Problem details: Each record should be written out exactly as given.

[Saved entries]
============
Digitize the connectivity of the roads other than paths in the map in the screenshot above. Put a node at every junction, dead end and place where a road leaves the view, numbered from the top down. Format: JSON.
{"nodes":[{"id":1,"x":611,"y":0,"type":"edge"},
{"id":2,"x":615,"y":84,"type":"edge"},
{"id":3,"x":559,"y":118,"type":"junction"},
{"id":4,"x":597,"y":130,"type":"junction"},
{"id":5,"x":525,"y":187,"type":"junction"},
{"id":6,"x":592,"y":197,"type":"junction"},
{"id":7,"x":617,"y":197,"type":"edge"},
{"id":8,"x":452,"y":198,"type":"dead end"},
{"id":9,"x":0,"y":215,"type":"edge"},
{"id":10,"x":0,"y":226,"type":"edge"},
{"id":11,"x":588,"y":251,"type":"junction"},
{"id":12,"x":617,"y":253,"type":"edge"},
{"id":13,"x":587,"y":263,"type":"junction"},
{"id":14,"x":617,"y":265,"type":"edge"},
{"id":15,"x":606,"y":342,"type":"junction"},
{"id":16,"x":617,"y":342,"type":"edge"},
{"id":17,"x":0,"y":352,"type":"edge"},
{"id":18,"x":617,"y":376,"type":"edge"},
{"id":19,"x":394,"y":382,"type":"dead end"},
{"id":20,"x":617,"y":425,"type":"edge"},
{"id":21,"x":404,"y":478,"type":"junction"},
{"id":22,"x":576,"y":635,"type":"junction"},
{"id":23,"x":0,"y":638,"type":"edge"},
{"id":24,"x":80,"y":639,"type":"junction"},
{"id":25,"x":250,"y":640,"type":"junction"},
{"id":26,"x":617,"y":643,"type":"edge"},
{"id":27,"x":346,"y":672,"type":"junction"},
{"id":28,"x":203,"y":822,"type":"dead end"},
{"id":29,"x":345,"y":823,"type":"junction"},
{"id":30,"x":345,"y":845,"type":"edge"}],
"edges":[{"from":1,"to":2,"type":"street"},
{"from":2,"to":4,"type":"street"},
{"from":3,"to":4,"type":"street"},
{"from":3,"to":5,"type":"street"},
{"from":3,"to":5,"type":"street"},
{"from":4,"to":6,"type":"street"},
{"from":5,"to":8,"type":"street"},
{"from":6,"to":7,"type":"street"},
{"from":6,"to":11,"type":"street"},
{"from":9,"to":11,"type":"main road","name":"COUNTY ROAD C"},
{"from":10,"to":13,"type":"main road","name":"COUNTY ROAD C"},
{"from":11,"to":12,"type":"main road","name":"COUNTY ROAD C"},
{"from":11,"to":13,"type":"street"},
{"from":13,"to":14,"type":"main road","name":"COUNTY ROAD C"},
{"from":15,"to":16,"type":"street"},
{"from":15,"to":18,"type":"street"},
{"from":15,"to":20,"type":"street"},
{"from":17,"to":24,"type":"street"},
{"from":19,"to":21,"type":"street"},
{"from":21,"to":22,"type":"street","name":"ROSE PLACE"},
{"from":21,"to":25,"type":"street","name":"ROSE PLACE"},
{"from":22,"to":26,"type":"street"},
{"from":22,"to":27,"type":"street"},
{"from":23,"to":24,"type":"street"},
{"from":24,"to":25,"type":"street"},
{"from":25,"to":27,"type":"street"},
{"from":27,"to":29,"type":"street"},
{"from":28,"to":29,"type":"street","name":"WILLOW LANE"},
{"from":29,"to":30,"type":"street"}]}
============
Your response:
Digitize the connectivity of the roads other than paths in the map in the screenshot above. Put a node at every junction, dead end and place where a road leaves the view, numbered from the top down. Format: JSON.
{"nodes":[{"id":1,"x":611,"y":0,"type":"edge"},
{"id":2,"x":615,"y":84,"type":"edge"},
{"id":3,"x":559,"y":118,"type":"junction"},
{"id":4,"x":597,"y":130,"type":"junction"},
{"id":5,"x":525,"y":187,"type":"junction"},
{"id":6,"x":592,"y":197,"type":"junction"},
{"id":7,"x":617,"y":197,"type":"edge"},
{"id":8,"x":452,"y":198,"type":"dead end"},
{"id":9,"x":0,"y":215,"type":"edge"},
{"id":10,"x":0,"y":226,"type":"edge"},
{"id":11,"x":588,"y":251,"type":"junction"},
{"id":12,"x":617,"y":253,"type":"edge"},
{"id":13,"x":587,"y":263,"type":"junction"},
{"id":14,"x":617,"y":265,"type":"edge"},
{"id":15,"x":606,"y":342,"type":"junction"},
{"id":16,"x":617,"y":342,"type":"edge"},
{"id":17,"x":0,"y":352,"type":"edge"},
{"id":18,"x":617,"y":376,"type":"edge"},
{"id":19,"x":394,"y":382,"type":"dead end"},
{"id":20,"x":617,"y":425,"type":"edge"},
{"id":21,"x":404,"y":478,"type":"junction"},
{"id":22,"x":576,"y":635,"type":"junction"},
{"id":23,"x":0,"y":638,"type":"edge"},
{"id":24,"x":80,"y":639,"type":"junction"},
{"id":25,"x":250,"y":640,"type":"junction"},
{"id":26,"x":617,"y":643,"type":"edge"},
{"id":27,"x":346,"y":672,"type":"junction"},
{"id":28,"x":203,"y":822,"type":"dead end"},
{"id":29,"x":345,"y":823,"type":"junction"},
{"id":30,"x":345,"y":845,"type":"edge"}],
"edges":[{"from":1,"to":2,"type":"street"},
{"from":2,"to":4,"type":"street"},
{"from":3,"to":4,"type":"street"},
{"from":3,"to":5,"type":"street"},
{"from":3,"to":5,"type":"street"},
{"from":4,"to":6,"type":"street"},
{"from":5,"to":8,"type":"street"},
{"from":6,"to":7,"type":"street"},
{"from":6,"to":11,"type":"street"},
{"from":9,"to":11,"type":"main road","name":"COUNTY ROAD C"},
{"from":10,"to":13,"type":"main road","name":"COUNTY ROAD C"},
{"from":11,"to":12,"type":"main road","name":"COUNTY ROAD C"},
{"from":11,"to":13,"type":"street"},
{"from":13,"to":14,"type":"main road","name":"COUNTY ROAD C"},
{"from":15,"to":16,"type":"street"},
{"from":15,"to":18,"type":"street"},
{"from":15,"to":20,"type":"street"},
{"from":17,"to":24,"type":"street"},
{"from":19,"to":21,"type":"street"},
{"from":21,"to":22,"type":"street","name":"ROSE PLACE"},
{"from":21,"to":25,"type":"street","name":"ROSE PLACE"},
{"from":22,"to":26,"type":"street"},
{"from":22,"to":27,"type":"street"},
{"from":23,"to":24,"type":"street"},
{"from":24,"to":25,"type":"street"},
{"from":25,"to":27,"type":"street"},
{"from":27,"to":29,"type":"street"},
{"from":28,"to":29,"type":"street","name":"WILLOW LANE"},
{"from":29,"to":30,"type":"street"}]}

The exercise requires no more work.